*Requirement*:
Which lines in the data below contain the word "Court"? Pull each of them out.

+++++

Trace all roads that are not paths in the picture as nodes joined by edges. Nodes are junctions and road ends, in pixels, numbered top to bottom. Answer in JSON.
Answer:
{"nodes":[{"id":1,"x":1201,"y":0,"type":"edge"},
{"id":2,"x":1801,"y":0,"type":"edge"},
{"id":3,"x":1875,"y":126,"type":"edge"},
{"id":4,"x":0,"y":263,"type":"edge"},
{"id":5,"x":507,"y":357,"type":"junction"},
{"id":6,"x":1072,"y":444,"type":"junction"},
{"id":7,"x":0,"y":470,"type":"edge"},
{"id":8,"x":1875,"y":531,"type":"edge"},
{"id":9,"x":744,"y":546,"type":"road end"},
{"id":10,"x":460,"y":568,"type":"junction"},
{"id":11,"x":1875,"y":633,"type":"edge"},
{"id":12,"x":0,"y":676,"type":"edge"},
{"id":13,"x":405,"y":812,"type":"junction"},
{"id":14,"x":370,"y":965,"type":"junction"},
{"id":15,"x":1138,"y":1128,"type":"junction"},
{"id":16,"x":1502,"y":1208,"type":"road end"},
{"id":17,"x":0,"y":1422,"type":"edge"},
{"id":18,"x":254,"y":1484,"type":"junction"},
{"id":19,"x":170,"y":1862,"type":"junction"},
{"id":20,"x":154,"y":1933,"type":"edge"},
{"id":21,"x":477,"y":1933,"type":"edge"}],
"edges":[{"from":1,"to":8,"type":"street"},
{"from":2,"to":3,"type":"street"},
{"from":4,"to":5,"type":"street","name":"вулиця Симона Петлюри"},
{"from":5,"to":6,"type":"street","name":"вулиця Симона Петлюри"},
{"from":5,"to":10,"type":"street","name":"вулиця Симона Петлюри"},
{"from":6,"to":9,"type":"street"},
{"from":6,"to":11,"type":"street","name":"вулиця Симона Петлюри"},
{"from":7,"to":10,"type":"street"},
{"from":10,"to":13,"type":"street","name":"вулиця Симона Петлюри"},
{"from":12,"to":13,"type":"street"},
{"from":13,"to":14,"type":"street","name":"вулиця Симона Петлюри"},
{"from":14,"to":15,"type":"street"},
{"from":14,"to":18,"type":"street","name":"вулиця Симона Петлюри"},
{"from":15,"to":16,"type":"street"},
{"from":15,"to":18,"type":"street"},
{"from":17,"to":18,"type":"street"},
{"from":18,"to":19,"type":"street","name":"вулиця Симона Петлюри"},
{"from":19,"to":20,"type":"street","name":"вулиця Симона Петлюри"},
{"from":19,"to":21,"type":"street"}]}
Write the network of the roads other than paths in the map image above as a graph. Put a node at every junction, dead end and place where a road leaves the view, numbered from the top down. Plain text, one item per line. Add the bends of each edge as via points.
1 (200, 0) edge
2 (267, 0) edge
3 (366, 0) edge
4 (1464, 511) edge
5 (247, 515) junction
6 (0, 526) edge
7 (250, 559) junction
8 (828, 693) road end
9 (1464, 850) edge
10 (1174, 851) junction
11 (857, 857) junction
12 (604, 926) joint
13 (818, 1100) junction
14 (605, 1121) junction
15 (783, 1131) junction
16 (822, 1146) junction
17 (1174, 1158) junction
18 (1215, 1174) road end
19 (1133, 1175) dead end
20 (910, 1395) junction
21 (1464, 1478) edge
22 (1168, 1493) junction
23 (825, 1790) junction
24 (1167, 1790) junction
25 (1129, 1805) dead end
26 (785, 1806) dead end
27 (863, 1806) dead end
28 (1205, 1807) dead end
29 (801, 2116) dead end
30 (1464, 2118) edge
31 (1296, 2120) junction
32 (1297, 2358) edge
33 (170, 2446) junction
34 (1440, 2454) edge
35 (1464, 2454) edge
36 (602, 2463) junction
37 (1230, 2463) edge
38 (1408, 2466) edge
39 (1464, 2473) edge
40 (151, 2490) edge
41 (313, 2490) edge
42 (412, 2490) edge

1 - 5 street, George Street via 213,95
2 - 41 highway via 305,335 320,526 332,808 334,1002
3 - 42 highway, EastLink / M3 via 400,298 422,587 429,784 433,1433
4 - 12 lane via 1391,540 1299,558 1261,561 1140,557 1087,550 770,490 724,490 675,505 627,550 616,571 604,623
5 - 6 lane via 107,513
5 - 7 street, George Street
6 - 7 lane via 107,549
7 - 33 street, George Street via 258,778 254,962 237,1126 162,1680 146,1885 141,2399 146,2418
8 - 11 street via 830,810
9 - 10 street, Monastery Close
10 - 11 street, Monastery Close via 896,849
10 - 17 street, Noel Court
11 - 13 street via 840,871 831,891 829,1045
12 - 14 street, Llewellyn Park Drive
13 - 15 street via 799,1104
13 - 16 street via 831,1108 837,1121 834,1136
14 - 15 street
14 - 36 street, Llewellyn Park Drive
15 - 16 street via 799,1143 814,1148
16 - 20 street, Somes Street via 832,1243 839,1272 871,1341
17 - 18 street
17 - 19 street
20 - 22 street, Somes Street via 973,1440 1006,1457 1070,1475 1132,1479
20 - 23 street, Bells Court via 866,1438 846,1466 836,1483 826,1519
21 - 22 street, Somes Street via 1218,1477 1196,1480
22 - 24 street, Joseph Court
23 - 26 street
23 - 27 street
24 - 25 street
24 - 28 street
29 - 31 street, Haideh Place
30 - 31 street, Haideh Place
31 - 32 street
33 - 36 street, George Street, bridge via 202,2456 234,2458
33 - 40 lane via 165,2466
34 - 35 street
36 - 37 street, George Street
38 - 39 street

+++++

*Task output*:
10 - 17 street, Noel Court
20 - 23 street, Bells Court via 866,1438 846,1466 836,1483 826,1519
22 - 24 street, Joseph Court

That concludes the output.